Culture

CD Projekt Red got out of its investor lawsuit with a measly settlement

City light poster advertising video game Cyberpunk 2077 is seen in Krakow, Poland on January 2nd, 20...

$1.8M

The agreed-upon settlement fee for the investors' lawsuit.

NurPhoto/NurPhoto/Getty Images

The company behind last year’s biggest trainwreck of a game just managed to worm its way out of the worst of repercussions with investors. CD Projekt Red settled with its investors for just $1.85 million this week, nearly a year after Andrew Trampe filed the proposed class-action suit.

That’s pocket change for CD Projekt Red, really. The company reportedly made back its $316 million development budget for the game in pre-orders alone. Even widespread refund offers didn’t hurt it all that much.

Investors signed onto Trampe’s lawsuit after Cyberpunk 2077’s truly disastrous launch. We’re talking about the kind of horrific pile-up you just can’t look away from. The botched game would’ve been a huge letdown no matter what, but the situation was made infinitely worse by the years (years) of hype generated by the company leading up to it. CD Projekt Red has suffered some fallout from last year’s missteps, but somehow it’s managed to avoid completely imploding. This settlement is nothing more than a buzzing gnat the company swatted away absentmindedly.

Okay, so there are some repercussions — This particular settlement is a win for CD Projekt Red. The company made it through what could’ve been a massive class-action lawsuit by paying less than $2 million. The details of the case haven’t been made public, so we’re left to guess at why the fee is so small. Maybe the shareholders just couldn’t find an angle to argue they’d actually been misled about the game.

That’s not to say the company didn’t struggle in the aftermath of the game’s release. In the months following Cyberpunk 2077’s release, CD Projekt Red found itself apologizing over and over again just to clear its name of all the mud it had gathered. And the company’s stock value has dropped drastically since, losing nearly 50 percent of its value year-over-year.

Still a mess — The low settlement figure is made more difficult to swallow by the fact that, more than a year after its debut, Cyberpunk 2077 is still buggy as all hell. You’d think CD Projekt Red would have its affairs in order by now, but somehow it’s managed to one-up itself at every turn.
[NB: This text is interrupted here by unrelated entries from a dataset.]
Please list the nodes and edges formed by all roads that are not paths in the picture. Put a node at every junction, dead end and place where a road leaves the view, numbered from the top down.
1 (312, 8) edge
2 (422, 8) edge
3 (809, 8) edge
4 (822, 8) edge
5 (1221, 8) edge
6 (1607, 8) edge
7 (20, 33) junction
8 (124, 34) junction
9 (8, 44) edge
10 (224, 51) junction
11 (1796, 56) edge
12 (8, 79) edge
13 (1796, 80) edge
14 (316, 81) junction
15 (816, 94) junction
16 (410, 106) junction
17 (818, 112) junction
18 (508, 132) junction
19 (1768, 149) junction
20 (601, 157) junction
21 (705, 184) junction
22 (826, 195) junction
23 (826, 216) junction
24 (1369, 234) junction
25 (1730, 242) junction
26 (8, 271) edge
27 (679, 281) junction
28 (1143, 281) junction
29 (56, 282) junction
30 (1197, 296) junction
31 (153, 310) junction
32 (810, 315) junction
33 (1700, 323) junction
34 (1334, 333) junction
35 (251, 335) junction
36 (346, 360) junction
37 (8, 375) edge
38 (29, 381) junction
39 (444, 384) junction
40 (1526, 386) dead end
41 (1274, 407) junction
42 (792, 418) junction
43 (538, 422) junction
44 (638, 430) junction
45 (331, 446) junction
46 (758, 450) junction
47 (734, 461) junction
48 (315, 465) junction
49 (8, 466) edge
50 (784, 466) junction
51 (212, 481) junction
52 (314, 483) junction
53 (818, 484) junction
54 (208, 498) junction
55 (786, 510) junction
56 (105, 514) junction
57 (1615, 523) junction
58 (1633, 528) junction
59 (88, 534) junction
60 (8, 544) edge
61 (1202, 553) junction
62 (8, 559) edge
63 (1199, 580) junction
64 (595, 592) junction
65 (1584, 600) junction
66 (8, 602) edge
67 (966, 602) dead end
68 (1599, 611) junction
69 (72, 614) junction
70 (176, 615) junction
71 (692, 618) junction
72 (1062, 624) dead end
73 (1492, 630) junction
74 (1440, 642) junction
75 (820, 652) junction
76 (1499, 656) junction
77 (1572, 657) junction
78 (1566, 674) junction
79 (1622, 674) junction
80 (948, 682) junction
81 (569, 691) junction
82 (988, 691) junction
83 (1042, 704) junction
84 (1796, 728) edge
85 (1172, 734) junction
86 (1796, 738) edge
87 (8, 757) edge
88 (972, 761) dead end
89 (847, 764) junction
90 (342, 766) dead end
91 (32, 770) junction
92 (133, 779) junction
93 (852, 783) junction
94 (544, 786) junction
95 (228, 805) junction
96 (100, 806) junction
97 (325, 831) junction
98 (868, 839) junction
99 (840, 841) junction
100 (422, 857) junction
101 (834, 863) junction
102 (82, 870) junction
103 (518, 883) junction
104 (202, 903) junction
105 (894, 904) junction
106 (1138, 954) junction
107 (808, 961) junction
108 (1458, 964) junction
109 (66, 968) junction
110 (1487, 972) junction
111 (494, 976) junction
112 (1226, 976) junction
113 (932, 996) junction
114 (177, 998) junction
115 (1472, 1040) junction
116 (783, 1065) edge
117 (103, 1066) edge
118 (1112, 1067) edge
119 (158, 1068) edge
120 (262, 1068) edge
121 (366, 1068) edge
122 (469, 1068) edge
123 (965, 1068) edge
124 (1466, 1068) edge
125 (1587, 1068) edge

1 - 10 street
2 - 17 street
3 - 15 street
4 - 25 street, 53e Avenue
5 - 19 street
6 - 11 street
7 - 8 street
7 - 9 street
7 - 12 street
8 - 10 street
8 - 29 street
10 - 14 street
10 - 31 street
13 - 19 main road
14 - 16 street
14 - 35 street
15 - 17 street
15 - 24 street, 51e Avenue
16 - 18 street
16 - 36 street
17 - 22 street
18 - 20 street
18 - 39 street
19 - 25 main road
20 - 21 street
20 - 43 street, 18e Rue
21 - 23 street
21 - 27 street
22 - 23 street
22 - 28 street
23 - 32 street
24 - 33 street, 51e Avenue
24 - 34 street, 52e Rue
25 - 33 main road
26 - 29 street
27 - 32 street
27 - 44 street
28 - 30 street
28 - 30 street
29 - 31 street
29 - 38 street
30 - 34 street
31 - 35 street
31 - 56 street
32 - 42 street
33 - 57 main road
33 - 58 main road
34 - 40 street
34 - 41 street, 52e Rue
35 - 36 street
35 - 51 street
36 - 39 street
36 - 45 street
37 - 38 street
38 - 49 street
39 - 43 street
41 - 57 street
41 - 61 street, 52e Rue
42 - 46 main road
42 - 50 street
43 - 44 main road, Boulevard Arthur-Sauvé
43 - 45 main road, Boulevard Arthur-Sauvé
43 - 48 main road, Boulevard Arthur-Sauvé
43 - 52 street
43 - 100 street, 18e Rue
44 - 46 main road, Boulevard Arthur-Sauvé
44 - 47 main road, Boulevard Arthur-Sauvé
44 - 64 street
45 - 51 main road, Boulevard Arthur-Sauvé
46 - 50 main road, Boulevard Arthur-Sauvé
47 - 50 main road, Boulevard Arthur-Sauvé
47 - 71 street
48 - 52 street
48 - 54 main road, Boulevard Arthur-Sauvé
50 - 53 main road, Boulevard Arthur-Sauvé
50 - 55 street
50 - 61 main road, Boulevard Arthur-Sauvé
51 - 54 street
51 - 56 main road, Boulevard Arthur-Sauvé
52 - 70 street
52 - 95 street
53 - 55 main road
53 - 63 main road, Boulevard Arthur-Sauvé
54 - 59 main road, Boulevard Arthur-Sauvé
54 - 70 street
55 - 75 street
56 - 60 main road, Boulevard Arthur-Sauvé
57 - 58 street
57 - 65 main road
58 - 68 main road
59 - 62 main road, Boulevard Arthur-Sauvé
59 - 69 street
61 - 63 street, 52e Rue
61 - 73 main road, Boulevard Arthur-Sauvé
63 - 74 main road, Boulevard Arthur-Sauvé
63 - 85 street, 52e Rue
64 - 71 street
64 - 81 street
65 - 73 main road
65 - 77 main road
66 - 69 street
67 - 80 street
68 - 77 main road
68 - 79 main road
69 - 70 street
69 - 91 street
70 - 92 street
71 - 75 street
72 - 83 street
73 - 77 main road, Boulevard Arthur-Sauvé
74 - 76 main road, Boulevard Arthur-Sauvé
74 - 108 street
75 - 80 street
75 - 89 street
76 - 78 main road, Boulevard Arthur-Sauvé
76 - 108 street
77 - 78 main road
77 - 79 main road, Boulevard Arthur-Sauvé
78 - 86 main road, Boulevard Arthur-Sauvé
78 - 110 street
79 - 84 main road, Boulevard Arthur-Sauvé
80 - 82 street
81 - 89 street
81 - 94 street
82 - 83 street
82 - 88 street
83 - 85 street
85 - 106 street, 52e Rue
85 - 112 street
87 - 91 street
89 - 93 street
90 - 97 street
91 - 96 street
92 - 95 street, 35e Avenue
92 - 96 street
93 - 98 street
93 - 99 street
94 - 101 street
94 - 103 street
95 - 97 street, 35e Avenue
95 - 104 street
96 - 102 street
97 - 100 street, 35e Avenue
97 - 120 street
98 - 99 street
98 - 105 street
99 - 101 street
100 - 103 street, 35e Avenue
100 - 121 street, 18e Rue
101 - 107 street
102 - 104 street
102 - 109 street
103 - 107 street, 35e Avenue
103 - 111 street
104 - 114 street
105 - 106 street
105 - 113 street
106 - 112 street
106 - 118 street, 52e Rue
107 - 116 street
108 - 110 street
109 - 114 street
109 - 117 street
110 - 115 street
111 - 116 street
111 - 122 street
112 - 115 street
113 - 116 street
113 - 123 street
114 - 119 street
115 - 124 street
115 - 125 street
Cyberpunk 2077’s most important patches are consistently delayed, somehow. The constant delays make the game seem unfixable. And yet CD Projekt Red keeps making more promises to toil away until the game is actually good.

The company’s future is still murky at best; it’s going to be difficult to regain gamers’ trust after such a dumpster fire. Investors who haven’t divested in company shares yet will have a front-row seat as that fire keeps burning into the foreseeable future.